# ReQueening with Cells



## Sadler91 (Nov 6, 2011)

I am planning on making 200 splits this summer. I am going to shake the bees/queen down and break them in half and put a mated queen in the top. After breaking the top split off I want to requeen the bottoms with cells. Would putting that cell in the bottom with a protector do any good? Or would it be better to give them time to build, give them a super, and put the queen cell in the super?


----------



## sjvbee (Dec 27, 2006)

This year when making nucs they all got cells. Three weeks later when we checked for take only 10% of the old queens remained. I have done this twice since with same results hope this helps


----------



## Sadler91 (Nov 6, 2011)

Way more effective than I thought it would be. Did you put the cells in the day you split them? Did you use a 5 frame nuc or just split them 2-3 ways in deeps?


----------



## sjvbee (Dec 27, 2006)

They had 24 hr before cells and were 5 frame nucs 1 brood 1 frame bees 1 frame honey 2 foundation


----------



## swarm_trapper (Jun 19, 2003)

Hey Scott, How do you know you only had 10% of the old queens left? Just wondering.
Nick


----------



## Sadler91 (Nov 6, 2011)

Also, did you put the cells in on the hatch date?


----------



## sjvbee (Dec 27, 2006)

Nucs with queens were marked. The old queens had tiger tails and new did not.
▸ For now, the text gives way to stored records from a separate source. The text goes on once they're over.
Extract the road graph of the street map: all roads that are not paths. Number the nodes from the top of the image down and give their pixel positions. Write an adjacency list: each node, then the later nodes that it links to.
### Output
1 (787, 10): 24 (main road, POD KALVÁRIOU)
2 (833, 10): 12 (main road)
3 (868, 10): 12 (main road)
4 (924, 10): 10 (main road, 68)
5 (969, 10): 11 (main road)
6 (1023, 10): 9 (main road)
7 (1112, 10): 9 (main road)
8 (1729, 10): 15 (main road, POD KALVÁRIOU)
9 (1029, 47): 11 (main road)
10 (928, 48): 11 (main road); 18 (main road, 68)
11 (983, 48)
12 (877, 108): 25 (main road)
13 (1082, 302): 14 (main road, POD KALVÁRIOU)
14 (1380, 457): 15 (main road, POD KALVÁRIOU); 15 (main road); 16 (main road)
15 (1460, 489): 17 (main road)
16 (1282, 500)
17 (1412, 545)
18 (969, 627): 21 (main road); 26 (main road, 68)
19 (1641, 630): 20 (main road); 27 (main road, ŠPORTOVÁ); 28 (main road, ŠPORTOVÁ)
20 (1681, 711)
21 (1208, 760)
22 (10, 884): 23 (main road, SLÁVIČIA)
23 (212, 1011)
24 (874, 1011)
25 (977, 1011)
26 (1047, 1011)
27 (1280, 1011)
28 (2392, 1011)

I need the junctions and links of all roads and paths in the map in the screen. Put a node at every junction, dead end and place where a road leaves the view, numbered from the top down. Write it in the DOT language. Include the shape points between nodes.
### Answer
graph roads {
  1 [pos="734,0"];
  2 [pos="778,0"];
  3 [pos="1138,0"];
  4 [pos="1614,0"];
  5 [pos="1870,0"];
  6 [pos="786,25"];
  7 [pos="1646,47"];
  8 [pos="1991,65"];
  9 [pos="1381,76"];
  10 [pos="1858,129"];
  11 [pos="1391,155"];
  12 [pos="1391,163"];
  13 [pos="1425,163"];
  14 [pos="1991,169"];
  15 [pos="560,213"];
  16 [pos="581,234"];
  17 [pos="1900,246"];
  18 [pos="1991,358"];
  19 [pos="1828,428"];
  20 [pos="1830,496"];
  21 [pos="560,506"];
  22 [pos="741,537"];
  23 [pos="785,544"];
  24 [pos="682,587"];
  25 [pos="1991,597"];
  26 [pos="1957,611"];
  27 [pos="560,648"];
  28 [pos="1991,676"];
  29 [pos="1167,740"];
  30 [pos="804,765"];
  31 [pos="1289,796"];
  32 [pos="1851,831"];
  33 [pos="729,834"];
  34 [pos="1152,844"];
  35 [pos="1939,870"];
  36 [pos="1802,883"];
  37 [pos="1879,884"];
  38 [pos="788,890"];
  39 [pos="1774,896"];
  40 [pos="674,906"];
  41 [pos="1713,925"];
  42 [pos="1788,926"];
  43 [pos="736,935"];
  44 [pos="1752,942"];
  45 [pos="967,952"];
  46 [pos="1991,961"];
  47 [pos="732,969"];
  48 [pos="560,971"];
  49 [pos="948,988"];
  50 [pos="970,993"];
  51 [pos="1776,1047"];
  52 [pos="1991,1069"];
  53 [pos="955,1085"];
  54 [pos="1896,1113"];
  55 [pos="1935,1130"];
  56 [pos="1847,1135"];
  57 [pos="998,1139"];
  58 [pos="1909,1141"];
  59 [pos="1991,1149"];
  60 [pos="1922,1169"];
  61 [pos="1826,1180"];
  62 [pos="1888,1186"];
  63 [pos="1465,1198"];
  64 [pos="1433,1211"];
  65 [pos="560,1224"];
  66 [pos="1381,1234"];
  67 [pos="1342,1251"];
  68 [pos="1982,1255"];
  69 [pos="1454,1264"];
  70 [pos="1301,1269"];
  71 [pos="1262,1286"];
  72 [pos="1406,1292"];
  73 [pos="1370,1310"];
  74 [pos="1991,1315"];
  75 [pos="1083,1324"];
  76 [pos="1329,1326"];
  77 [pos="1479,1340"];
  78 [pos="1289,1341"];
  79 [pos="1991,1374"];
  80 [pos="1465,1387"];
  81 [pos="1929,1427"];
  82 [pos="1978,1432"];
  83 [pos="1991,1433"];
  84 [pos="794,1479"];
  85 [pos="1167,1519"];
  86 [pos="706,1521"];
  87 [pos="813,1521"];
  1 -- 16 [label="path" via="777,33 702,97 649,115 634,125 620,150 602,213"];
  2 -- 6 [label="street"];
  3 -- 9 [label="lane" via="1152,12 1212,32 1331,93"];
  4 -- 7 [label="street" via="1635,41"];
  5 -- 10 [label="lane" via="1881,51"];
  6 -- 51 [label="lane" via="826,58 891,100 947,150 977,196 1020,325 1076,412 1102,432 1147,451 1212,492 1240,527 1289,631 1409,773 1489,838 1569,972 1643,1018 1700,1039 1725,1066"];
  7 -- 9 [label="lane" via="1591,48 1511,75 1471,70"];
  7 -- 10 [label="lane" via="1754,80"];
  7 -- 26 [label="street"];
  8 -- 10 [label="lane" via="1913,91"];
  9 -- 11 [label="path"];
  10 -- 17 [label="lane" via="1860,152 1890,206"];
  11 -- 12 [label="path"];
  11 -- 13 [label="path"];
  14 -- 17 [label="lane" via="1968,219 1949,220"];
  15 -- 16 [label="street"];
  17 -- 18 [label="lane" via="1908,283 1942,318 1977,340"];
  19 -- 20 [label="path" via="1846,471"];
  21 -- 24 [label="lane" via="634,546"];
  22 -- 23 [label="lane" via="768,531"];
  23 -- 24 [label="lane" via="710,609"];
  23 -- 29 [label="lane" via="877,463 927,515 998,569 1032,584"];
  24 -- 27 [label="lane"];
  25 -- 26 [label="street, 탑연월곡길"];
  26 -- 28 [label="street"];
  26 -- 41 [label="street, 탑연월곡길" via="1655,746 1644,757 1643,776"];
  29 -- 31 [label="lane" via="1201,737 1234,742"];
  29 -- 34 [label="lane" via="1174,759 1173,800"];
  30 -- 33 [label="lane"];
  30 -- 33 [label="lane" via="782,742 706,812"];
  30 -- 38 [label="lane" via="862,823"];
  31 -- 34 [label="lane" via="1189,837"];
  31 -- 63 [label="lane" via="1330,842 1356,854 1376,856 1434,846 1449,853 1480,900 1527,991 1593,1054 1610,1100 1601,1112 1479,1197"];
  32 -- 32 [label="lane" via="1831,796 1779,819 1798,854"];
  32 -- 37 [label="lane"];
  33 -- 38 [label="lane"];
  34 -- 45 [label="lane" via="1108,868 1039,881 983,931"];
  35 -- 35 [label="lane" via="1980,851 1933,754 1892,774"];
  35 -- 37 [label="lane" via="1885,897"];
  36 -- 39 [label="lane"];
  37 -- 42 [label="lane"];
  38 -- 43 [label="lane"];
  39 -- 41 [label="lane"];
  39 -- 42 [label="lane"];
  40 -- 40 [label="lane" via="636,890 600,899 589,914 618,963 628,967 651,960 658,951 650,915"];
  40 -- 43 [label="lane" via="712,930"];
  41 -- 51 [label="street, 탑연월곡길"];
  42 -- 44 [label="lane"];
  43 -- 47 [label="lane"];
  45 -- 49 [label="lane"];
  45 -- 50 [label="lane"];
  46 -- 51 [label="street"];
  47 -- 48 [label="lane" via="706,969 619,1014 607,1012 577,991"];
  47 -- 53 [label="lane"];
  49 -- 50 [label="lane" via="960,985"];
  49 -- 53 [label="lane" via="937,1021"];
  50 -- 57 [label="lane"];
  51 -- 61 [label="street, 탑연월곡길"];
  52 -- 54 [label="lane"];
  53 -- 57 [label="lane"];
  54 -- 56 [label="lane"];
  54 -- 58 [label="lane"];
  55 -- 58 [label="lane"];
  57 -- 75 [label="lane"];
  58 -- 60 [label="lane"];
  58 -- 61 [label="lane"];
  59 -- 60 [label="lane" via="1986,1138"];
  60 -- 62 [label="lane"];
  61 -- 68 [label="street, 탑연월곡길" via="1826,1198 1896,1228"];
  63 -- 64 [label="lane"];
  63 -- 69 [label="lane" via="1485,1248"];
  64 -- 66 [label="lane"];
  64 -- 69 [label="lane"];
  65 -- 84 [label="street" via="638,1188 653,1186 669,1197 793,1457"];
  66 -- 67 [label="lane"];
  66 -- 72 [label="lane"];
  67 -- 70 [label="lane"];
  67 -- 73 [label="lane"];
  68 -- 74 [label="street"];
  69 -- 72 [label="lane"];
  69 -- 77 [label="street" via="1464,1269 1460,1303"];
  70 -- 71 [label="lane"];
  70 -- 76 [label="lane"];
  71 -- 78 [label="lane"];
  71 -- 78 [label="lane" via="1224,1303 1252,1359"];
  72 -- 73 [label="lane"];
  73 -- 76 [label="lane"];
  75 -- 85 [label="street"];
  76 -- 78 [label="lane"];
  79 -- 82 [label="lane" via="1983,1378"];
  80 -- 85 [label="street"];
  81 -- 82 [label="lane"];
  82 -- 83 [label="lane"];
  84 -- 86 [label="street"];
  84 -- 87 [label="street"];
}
The cells hatched the day we put them in we had several walkers.


----------



## tommyt (Aug 7, 2010)

Your putting the cells in 
With a mated queen 

If so 

The result is the mated one?? 
#1 Is killed by bees 

#2 Leaves on her own? 

#3 New hatch kills her?


----------



## Sadler91 (Nov 6, 2011)

Scott, greatly appreciate the insight.


----------